Ombuor, Rael. “Kenyan Women Returning to Traditional Birth Attendants.” Voice of America. Accessed July 20, 2019. https://www.voanews.com/africa/kenyan-women-returning-traditional-birth-attendants.

Rono, Abraham, Harisson Maithya, and Benard Sorre. “ Culture and Birthing: Experiences from a Rural Community in Western Kenya.” Culture and Birthing: Experiences from a Rural Community in Western Kenya, 2018. https://doi.org/10.13189/sa.2018.060105.

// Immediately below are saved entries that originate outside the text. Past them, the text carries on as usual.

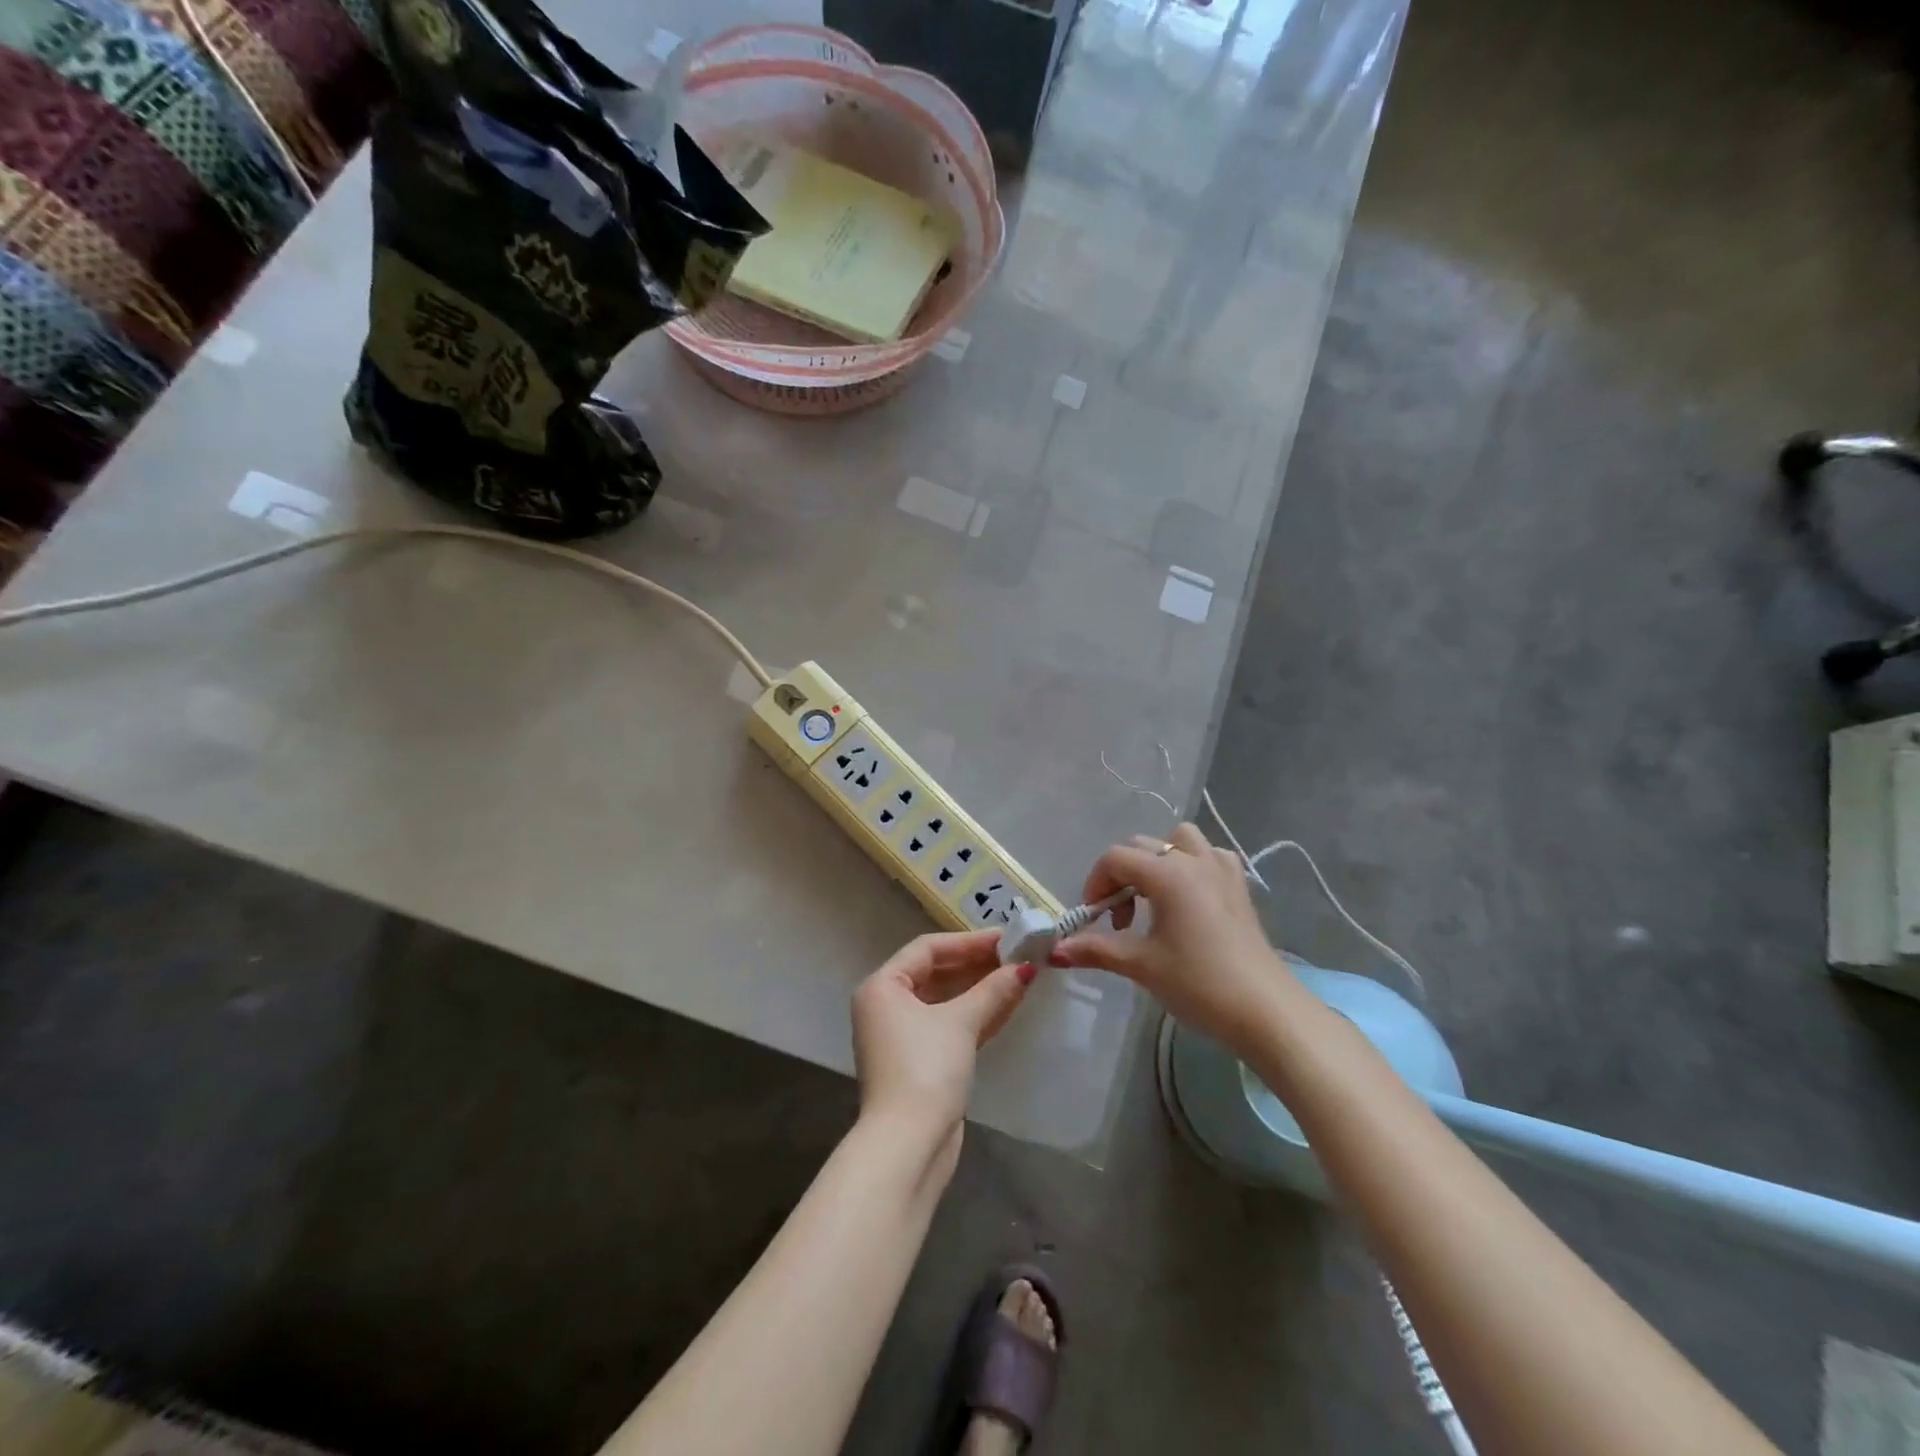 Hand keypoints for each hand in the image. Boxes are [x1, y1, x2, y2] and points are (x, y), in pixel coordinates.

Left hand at [851, 929, 1035, 1143]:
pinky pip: (951, 1026)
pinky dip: (977, 1015)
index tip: (1006, 937)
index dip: (969, 941)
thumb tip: (1025, 968)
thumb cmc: (926, 1069)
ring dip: (982, 989)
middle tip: (1018, 955)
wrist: (909, 1145)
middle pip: (937, 973)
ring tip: (1021, 975)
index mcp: (883, 987)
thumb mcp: (960, 1022)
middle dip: (978, 965)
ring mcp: (903, 1037)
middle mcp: (887, 1007)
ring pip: (946, 1001)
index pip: (928, 949)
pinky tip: (1010, 1005)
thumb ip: (993, 990)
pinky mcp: (921, 1062)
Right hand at [1054, 822, 1290, 1055]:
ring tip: (1154, 898)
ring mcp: (1222, 871)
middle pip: (1142, 846)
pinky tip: (1190, 898)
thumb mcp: (1142, 965)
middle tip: (1121, 919)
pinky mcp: (1240, 888)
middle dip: (1121, 875)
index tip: (1095, 918)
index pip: (1115, 858)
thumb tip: (1055, 951)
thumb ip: (1096, 949)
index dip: (1096, 884)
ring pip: (1180, 841)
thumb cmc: (1199, 984)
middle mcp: (1194, 860)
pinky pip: (1210, 856)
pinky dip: (1192, 865)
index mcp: (1167, 873)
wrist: (1266, 1012)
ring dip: (1158, 860) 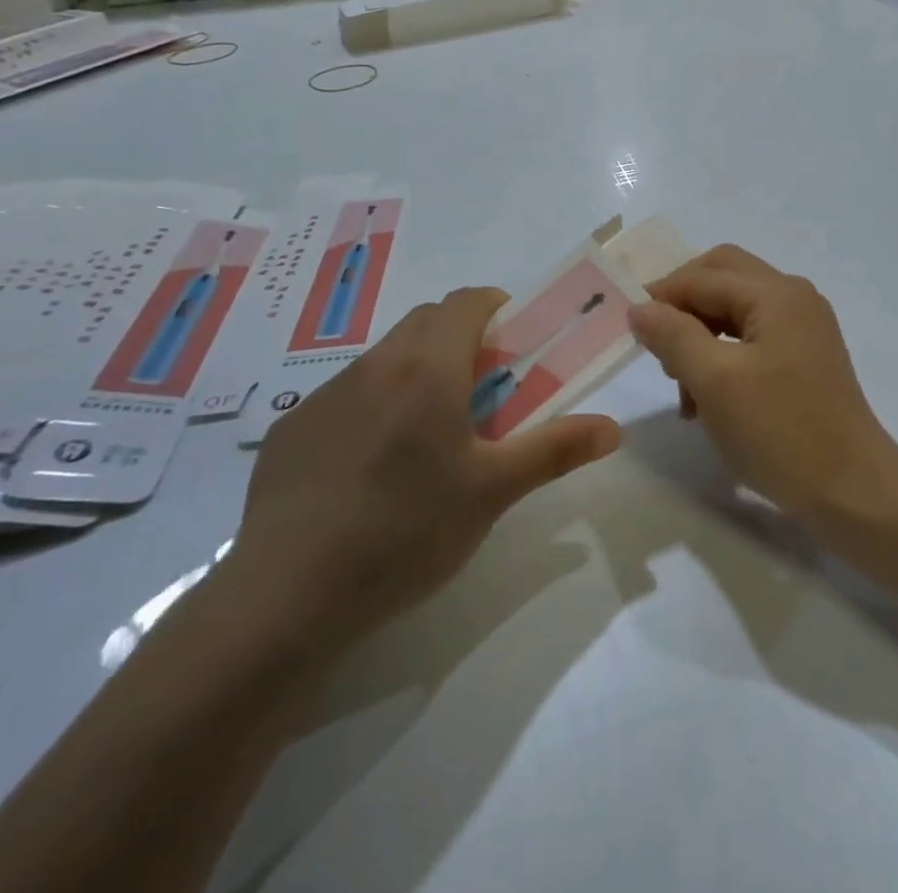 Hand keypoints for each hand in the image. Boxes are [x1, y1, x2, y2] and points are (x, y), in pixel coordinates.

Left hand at [228, 288, 622, 649]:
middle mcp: (375, 365)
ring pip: (384, 357)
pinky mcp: (290, 430)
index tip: (513, 344)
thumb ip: (555, 449)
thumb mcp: (492, 492)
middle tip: (481, 393)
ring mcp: (325, 395)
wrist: (285, 596)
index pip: (466, 301)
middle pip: (426, 322)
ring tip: (428, 436)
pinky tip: (370, 470)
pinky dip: (372, 406)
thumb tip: (613, 427)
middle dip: (460, 339)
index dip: (496, 308)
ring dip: (415, 371)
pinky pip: (345, 395)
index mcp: (428, 368)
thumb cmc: (407, 532)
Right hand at [627, 246, 897, 528]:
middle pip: (723, 278)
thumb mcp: (715, 382)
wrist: (853, 492)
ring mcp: (804, 327)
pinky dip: (723, 356)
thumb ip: (674, 335)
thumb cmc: (781, 433)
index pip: (703, 277)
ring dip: (701, 336)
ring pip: (735, 310)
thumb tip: (640, 307)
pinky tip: (708, 399)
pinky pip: (752, 337)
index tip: (626, 326)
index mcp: (776, 294)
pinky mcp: (805, 356)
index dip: (660, 295)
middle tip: (655, 344)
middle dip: (683, 307)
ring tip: (682, 388)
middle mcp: (794, 298)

One thought on “Week Three Activity Post

  1. Thanks for answering my question! I really appreciate that, and I like where you went with this activity post. In your post you demonstrate there are positives and negatives with both Kenyan midwifery and Kenyan biomedicine. I wouldn’t discount the learned knowledge of the midwives though, it has been found by medical anthropologists that a lot of times the birthing methods used by midwifes in the global south are safer, less invasive and have higher rates of survivability then the hospitals.